Angkot yang ditumpangi Wati lama berhenti dan diam di beberapa tempat untuk menunggu penumpang penuh. Hati Wati menjadi gelisah.
“Pak, cepat jalan, Pak,” pinta Wati kepada supir angkot.
“Sebentar, Mbak. Tunggu penuh dulu,” tolak supir angkot.
Wati semakin murung. Matahari semakin meluncur turun ke arah barat. Sore semakin gelap. Wati sangat cemas ia terlambat pulang ke rumah dan bertemu Dedy dan Rara yang sudah kembali dari toko.

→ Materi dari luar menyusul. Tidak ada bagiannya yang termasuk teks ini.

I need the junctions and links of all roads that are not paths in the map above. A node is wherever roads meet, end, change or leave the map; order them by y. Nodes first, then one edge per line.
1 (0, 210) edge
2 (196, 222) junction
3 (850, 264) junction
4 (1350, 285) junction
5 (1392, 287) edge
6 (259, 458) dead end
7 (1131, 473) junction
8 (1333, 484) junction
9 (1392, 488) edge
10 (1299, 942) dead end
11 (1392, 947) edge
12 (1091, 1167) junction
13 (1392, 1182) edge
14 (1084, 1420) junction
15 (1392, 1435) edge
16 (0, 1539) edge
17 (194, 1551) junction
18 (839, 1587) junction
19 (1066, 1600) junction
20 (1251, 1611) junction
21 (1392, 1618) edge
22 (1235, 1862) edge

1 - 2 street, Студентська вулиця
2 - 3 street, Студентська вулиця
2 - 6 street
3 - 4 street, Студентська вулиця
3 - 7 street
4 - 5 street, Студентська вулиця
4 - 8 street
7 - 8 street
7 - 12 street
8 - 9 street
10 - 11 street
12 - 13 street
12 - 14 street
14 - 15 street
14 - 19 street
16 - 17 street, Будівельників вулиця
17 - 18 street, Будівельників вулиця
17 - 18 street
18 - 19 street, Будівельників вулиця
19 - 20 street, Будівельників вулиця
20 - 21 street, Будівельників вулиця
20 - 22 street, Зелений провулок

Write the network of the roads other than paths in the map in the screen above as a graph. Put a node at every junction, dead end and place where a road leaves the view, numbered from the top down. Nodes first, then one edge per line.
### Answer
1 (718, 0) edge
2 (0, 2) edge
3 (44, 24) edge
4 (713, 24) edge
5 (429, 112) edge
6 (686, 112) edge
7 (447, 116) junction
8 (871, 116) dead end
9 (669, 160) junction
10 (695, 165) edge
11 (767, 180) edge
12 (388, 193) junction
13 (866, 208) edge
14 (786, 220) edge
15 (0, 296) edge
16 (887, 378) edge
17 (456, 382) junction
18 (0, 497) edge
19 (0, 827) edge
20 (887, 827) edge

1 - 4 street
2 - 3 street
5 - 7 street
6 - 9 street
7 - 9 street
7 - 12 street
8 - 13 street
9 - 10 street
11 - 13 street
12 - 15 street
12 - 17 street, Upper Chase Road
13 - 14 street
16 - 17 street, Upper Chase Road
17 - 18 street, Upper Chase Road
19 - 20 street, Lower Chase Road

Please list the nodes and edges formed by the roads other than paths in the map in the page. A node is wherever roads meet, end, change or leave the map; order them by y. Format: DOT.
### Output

Akhirnya angkot melaju kembali setelah hampir sepuluh menit diam di pangkalan. Wati bernapas lega. Setelah angkot sampai di depan jalan yang menuju rumah Rara, Wati bergegas turun dan membayar.
Setengah berlari ia menuju rumah. Jantung Wati berdebar kencang saat mendapati Rara dan Dedy sudah ada di depan rumah dengan raut wajah yang marah. Bahkan Rara tidak hanya melotot dan cemberut, ia juga berkacak pinggang seraya mengentak-entakkan kaki melihat kedatangan Wati.
“Bagus! Sudah berani keluar rumah kamu sekarang!” hardik Rara setelah Wati berada di hadapannya.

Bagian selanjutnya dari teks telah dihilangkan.